Variable Substitution

Variables use {name} placeholders and accept both objects and arrays.

ts
// Named variables (recommended)
i18n.t('transfer.confirm', { amount: '500', recipient: 'Ana Torres' });

// Positional variables
// Template: "{0} sent {1} to {2}"
i18n.t('transfer.summary', ['Carlos', '$500', 'Ana Torres']);

TIP

Named variables are preferred because they are self-documenting and order-independent. Positional variables work for simple cases but become hard to maintain as templates grow.

Missing Keys

When a translation key does not exist, the manager returns [key] and logs a warning in non-production environments. This makes missing translations visible in the UI during development without crashing the application.

ts
i18n.t('nonexistent.key');
// Returns: "[nonexistent.key]"
// Console warning: Missing translation key: "nonexistent.key"

WARNING

The warning is only logged when process.env.NODE_ENV !== 'production'. In production builds, the [key] string is still returned but no warning is emitted.

Fallback Merging

When the current locale is different from the fallback, labels are deep-merged so that any keys missing in the current locale fall through to the fallback. This lets you ship partial translations incrementally.

ts
const i18n = new LocaleManager({
    current: 'en',
    fallback: 'en',
    locales: {
        en: { code: 'en', text: 'English', labels: fullEnglish },
        fr: { code: 'fr', text: 'Français', labels: partialFrench }
    }
});

await i18n.changeTo('fr');
// Keys present in partialFrench use French text.
// Keys missing from partialFrench fall back to English.
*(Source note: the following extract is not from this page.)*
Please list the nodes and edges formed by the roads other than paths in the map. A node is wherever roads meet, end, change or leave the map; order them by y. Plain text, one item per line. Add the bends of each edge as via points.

This is particularly useful during incremental localization rollouts. Translators can work through sections at their own pace while the application remains fully functional with fallback text.
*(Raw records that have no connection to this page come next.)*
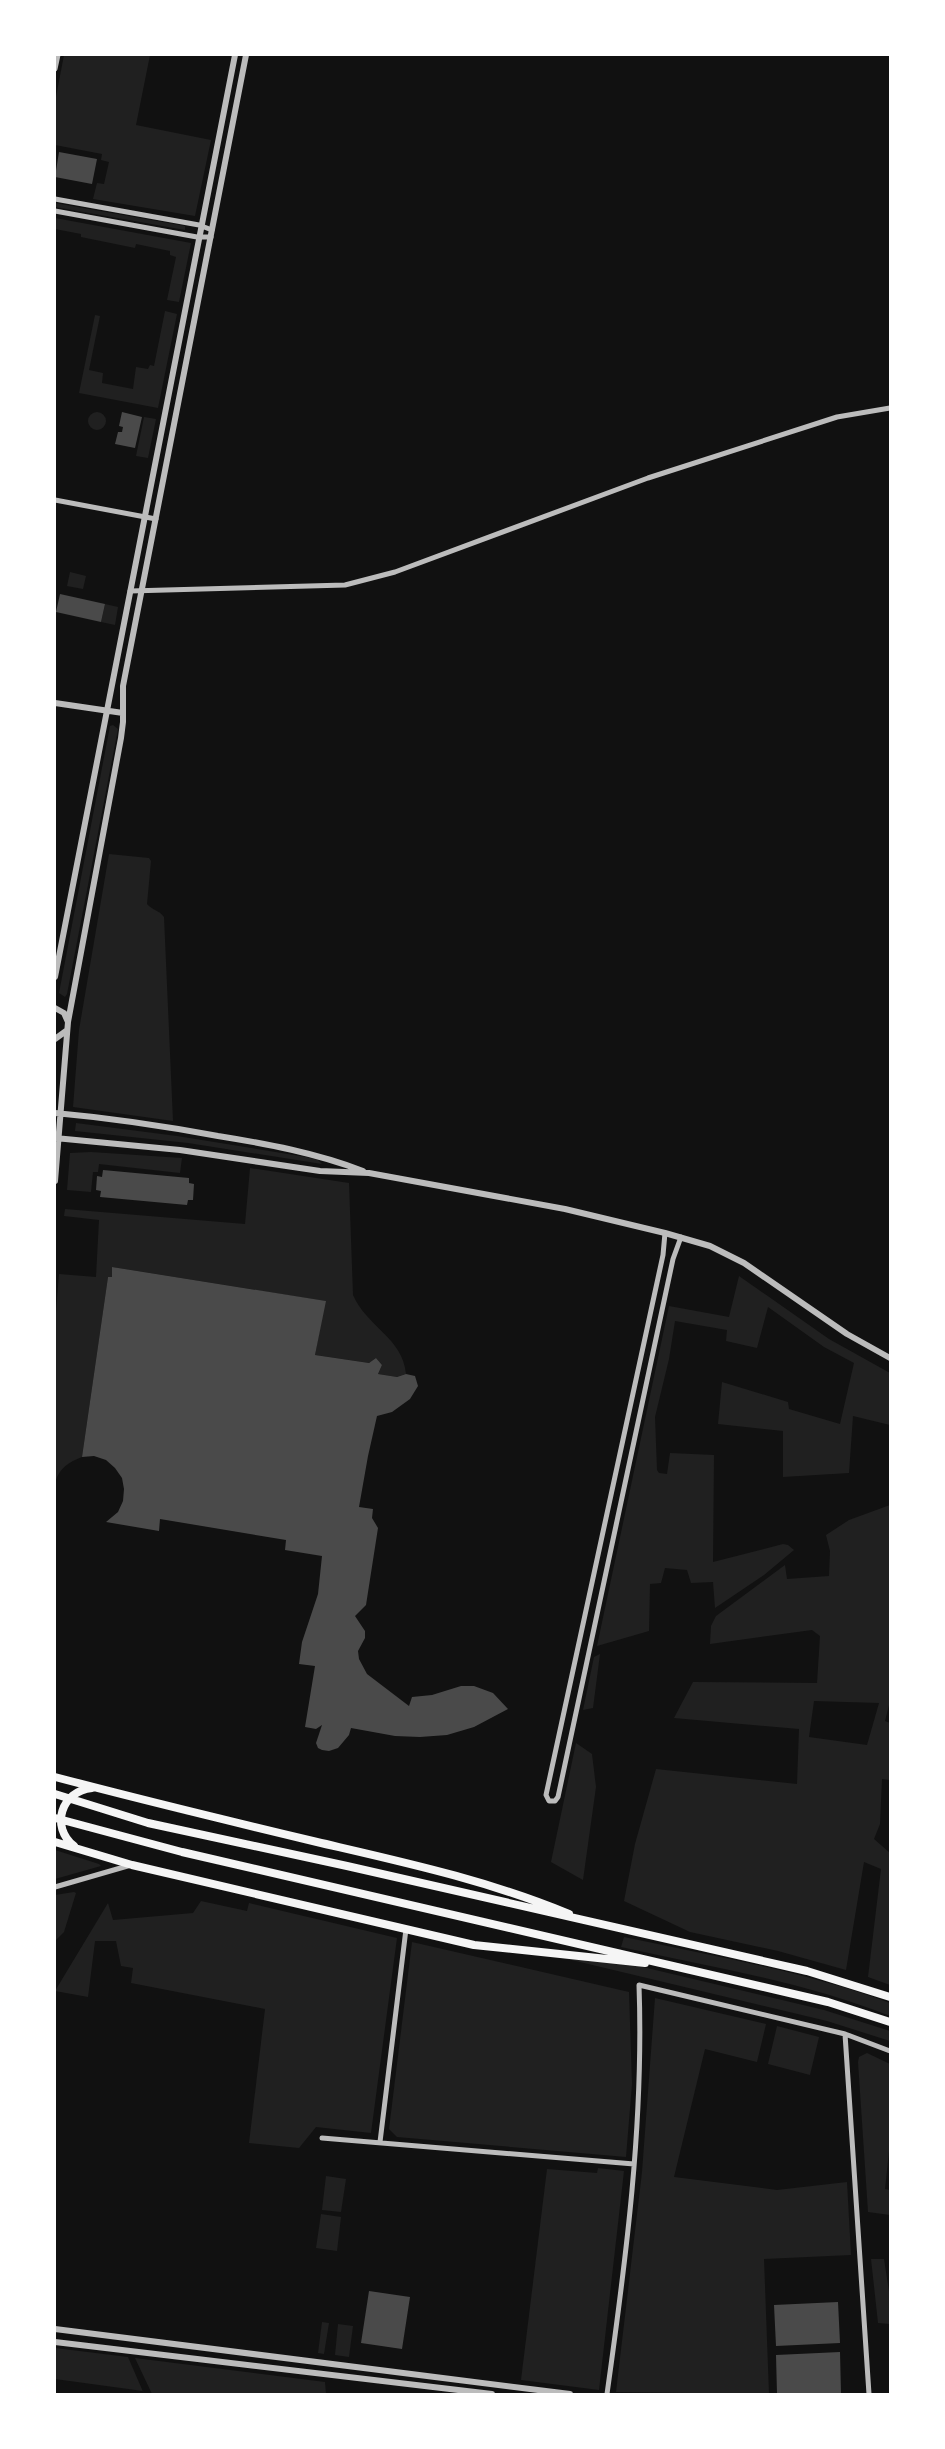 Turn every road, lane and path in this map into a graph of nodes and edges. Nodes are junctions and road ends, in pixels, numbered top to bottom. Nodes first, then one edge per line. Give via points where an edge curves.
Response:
1 (58, 55) edge
2 (235, 55) edge
3 (246, 55) edge
4 (55, 69) edge
5 (55, 199) edge
6 (55, 211) edge
7 (203, 226) junction
8 (212, 234) junction
9 (201, 237) junction
10 (890, 408) edge
11 (55, 500) edge
12 (145, 517) junction
13 (156, 519) junction
14 (130, 592) junction
15 (141, 592) junction
16 (55, 703) edge
17 (106, 710) junction
18 (123, 713) junction
19 (55, 977) edge
20 (55, 1008) edge
21 (68, 1025) junction
22 (55, 1038) edge
23 (57, 1113) edge
24 (56, 1138) edge
25 (369, 1173) junction
26 (55, 1181) edge
27 (665, 1232) junction
28 (681, 1237) junction
29 (890, 1358) edge
30 (55, 1777) edge
31 (99, 1789) junction
32 (55, 1794) edge
33 (55, 1818) edge
34 (55, 1842) edge
35 (80, 1850) junction
36 (132, 1865) junction
37 (55, 1887) edge
38 (589, 1922) junction
39 (406, 1929) junction
40 (679, 1967) junction
41 (890, 1997) edge
42 (890, 2022) edge
43 (845, 2034) junction
44 (890, 2051) edge
45 (322, 2138) dead end
46 (380, 2142) junction
47 (634, 2164) junction
48 (55, 2329) edge
49 (55, 2342) edge
50 (492, 2394) edge
51 (570, 2394) edge
52 (607, 2394) edge
53 (869, 2394) edge

1 - 4 street
2 - 7 street
3 - 8 street
5 - 7 street
6 - 9 street
7 - 8 street
7 - 9 street
8 - 9 street
8 - 13 street
9 - 12 street
10 - 15 street via 837,417 648,478 368,581 345,585
11 - 12 street
12 - 13 street
12 - 14 street
13 - 15 street
14 - 15 street
14 - 17 street
15 - 18 street via 123,686
16 - 17 street
17 - 18 street
17 - 19 street
18 - 21 street
20 - 21 street via 64,1013
21 - 22 street via 62,1036
21 - 23 street
23 - 24 street
23 - 25 street via 289,1148 320,1155
24 - 25 street via 180,1150 320,1171
24 - 26 street
25 - 27 street via 565,1209
27 - 28 street
27 - 28 street via 661,1264 546,1795 549,1800 555,1801 558,1797 673,1259
28 - 29 street via 710,1246 744,1263 847,1334
30 - 31 highway
31 - 35 highway via 86,1788 75,1793 63,1808 60,1820 63,1832
31 - 38 highway via 445,1872 495,1886
32 - 38 highway via 148,1824
33 - 40 highway via 146,1843
34 - 35 highway
35 - 36 highway
36 - 37 street
36 - 39 highway
38 - 41 highway via 806,1971
39 - 40 highway via 474,1945
39 - 46 street
40 - 42 highway via 828,2002
43 - 44 street
43 - 47 street via 639,1985 640,2088
43 - 53 street
45 - 46 street
46 - 47 street
47 - 52 street
48 - 51 street
49 - 50 street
Updating Translations at Runtime

updateLang() deep-merges new labels into an existing locale at runtime. If the updated locale is the current one, the manager re-merges and emits a change event automatically.

ts
import { attempt } from '@logosdx/utils';

// Fetch updated translations from an API
const [patch, err] = await attempt(() =>
    fetch('/api/translations/en/dashboard').then(r => r.json())
);

if (!err) {
    i18n.updateLang('en', {
        dashboard: patch
    });
    // If 'en' is current, the change event fires and UI can refresh.